Ebola perturbe l’industrie du chocolat en Afrique de l’Ouest

chocolate-183543_1280Ebola perturbe l’industrie du chocolat en Afrique de l’Ouest

Par @AliceTiounine

Le bilan humain du virus d’Ebola est sans précédent, avec un nombre record de personnes atteintes et des nouveaux cas décelés tous les jours, selon le dernier recensement de l’OMS : 6553 personnes sont atteintes du virus et 3083 en sont décédés. Aujourd’hui, témoigne le Financial Times, les effets du virus mortel se font ressentir sur le marché des matières premières.

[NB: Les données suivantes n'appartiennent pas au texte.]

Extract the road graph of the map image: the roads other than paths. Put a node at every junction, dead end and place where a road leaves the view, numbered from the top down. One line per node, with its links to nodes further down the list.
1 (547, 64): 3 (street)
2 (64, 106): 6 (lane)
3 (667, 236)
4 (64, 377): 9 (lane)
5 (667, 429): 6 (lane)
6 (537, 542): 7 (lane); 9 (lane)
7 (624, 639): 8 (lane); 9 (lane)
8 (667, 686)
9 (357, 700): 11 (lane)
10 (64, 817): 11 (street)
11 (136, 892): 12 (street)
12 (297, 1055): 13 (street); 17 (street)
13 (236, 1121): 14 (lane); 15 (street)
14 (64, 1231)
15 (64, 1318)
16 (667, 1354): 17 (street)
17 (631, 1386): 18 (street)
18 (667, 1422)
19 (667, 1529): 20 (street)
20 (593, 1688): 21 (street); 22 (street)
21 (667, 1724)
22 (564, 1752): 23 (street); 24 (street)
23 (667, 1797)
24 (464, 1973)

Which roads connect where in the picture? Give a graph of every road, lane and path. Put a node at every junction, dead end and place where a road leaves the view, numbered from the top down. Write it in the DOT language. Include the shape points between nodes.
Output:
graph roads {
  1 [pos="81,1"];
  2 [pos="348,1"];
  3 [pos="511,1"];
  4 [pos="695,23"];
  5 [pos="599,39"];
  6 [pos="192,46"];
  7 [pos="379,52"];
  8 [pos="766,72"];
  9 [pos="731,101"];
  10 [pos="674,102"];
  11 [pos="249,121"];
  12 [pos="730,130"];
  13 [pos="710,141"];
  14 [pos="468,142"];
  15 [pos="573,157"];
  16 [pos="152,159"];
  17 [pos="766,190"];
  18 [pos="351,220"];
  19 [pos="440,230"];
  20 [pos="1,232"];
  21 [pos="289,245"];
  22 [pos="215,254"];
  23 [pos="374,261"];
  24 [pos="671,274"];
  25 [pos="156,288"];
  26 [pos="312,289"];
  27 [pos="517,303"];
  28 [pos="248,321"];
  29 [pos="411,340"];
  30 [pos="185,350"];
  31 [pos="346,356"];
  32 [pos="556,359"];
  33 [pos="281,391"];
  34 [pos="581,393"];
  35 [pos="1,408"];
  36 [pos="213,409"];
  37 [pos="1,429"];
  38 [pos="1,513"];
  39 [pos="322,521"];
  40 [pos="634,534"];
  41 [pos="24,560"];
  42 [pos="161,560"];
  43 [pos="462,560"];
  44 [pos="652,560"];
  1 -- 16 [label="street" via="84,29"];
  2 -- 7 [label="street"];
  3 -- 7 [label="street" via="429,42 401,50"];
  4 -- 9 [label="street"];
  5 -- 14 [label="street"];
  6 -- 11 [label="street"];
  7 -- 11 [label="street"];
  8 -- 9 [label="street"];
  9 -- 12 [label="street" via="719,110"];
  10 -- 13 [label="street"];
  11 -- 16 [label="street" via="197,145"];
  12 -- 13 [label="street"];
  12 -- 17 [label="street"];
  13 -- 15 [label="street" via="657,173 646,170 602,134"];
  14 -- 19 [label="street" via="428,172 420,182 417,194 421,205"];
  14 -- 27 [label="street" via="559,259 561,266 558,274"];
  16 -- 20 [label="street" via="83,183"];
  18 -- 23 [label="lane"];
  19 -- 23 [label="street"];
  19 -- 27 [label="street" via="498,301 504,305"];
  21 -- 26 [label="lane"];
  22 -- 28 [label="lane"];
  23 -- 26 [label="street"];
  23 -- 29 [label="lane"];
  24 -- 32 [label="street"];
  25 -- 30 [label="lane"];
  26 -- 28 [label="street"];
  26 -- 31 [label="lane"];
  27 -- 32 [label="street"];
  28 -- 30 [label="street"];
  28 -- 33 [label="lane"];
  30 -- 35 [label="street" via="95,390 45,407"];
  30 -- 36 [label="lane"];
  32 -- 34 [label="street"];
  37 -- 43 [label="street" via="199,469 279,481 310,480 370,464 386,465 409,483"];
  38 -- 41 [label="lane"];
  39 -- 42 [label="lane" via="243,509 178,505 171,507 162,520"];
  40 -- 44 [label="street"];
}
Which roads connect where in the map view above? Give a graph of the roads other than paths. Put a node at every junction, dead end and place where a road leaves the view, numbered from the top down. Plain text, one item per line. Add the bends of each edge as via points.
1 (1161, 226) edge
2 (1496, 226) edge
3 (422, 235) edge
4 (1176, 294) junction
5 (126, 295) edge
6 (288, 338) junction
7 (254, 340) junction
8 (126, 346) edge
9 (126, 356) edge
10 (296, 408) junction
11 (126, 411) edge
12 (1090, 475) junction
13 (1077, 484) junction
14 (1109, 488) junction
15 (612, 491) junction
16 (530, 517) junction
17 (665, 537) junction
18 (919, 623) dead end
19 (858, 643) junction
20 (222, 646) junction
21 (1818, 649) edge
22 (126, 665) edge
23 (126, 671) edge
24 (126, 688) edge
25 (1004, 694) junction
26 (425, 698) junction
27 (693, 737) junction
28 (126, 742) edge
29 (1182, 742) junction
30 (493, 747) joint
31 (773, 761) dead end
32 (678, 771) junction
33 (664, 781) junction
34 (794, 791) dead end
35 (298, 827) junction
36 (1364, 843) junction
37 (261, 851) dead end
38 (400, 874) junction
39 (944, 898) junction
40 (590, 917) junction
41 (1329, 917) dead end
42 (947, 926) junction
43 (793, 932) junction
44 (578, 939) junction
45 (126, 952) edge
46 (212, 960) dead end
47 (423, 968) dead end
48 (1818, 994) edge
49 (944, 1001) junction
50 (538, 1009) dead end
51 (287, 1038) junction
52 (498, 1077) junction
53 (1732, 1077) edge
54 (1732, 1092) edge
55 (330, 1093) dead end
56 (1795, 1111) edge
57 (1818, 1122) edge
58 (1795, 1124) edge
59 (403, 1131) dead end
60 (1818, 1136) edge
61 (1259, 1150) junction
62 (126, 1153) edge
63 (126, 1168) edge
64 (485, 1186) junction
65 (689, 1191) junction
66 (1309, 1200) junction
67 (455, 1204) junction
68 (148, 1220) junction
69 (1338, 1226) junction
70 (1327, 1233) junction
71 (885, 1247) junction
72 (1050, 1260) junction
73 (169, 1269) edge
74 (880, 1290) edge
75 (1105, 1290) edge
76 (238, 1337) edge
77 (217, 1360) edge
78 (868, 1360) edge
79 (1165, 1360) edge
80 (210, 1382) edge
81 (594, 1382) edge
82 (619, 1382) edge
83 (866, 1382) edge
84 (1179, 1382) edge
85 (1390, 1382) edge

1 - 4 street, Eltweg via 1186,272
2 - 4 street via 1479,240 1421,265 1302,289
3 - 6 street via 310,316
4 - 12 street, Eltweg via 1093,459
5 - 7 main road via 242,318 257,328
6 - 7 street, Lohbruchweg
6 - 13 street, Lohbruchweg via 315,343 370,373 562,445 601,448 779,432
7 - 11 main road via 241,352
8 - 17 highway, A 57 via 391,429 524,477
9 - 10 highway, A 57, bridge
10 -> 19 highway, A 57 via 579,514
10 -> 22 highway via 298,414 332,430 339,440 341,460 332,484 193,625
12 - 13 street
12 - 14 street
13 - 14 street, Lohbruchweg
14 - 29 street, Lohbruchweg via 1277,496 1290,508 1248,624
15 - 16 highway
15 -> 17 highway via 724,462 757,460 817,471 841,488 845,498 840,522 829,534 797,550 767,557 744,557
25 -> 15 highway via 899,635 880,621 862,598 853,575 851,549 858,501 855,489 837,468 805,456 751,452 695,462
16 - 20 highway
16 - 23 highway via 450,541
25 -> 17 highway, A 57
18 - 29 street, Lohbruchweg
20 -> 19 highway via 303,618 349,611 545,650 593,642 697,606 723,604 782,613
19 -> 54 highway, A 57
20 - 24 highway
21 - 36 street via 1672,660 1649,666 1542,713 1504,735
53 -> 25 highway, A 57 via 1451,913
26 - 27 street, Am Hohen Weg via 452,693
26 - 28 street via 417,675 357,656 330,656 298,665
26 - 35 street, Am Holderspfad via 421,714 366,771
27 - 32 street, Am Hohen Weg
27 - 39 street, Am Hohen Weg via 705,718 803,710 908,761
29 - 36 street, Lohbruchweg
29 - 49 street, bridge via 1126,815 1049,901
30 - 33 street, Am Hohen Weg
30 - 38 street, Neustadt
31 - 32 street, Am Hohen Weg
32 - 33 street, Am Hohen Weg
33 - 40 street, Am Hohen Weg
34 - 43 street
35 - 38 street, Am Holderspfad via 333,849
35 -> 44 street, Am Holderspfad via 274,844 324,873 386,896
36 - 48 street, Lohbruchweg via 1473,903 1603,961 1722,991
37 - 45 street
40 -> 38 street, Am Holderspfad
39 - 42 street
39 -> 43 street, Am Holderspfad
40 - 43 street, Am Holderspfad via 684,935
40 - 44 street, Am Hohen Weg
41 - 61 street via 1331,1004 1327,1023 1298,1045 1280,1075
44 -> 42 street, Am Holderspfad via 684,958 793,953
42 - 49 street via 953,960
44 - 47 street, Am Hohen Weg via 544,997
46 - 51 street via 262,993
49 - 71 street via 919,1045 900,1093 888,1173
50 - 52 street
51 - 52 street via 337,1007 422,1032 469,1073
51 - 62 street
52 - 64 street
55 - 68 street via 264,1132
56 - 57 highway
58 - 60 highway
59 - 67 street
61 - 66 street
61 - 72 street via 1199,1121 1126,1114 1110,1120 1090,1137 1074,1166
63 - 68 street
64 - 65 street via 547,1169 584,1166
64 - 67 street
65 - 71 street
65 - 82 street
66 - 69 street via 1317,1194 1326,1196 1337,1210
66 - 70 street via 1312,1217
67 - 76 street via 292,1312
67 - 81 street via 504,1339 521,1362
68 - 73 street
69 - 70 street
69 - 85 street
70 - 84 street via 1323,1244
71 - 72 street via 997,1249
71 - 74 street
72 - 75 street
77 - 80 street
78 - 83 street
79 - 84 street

En Côte d’Ivoire, le prix du cacao a ainsi augmenté d’un tiers en un an,  stimulé par la crainte des investisseurs et des commerçants de la propagation du virus. « Si le virus atteint la Côte d’Ivoire, on pourra facilement voir les prix doubler», affirme Edward George, responsable de la recherche à Ecobank.

La Côte d’Ivoire produit, en effet, 40% du cacao mondial (4.5 millions de tonnes par an contre 21000 tonnes en Guinée Sierra Léone et Liberia) et même si le pays n’est pas encore touché par la maladie, sa proximité avec le Libéria et la Guinée  le met dans une position à haut risque et inquiète les producteurs. D’autant plus que le US Center for Desease Control and Prevention, a prévu 1.4 millions de cas d’ici la fin janvier. « Le marché est bousculé par la peur», témoigne Jonathan Parkman, co-responsable de l’agriculture du Marex Spectron.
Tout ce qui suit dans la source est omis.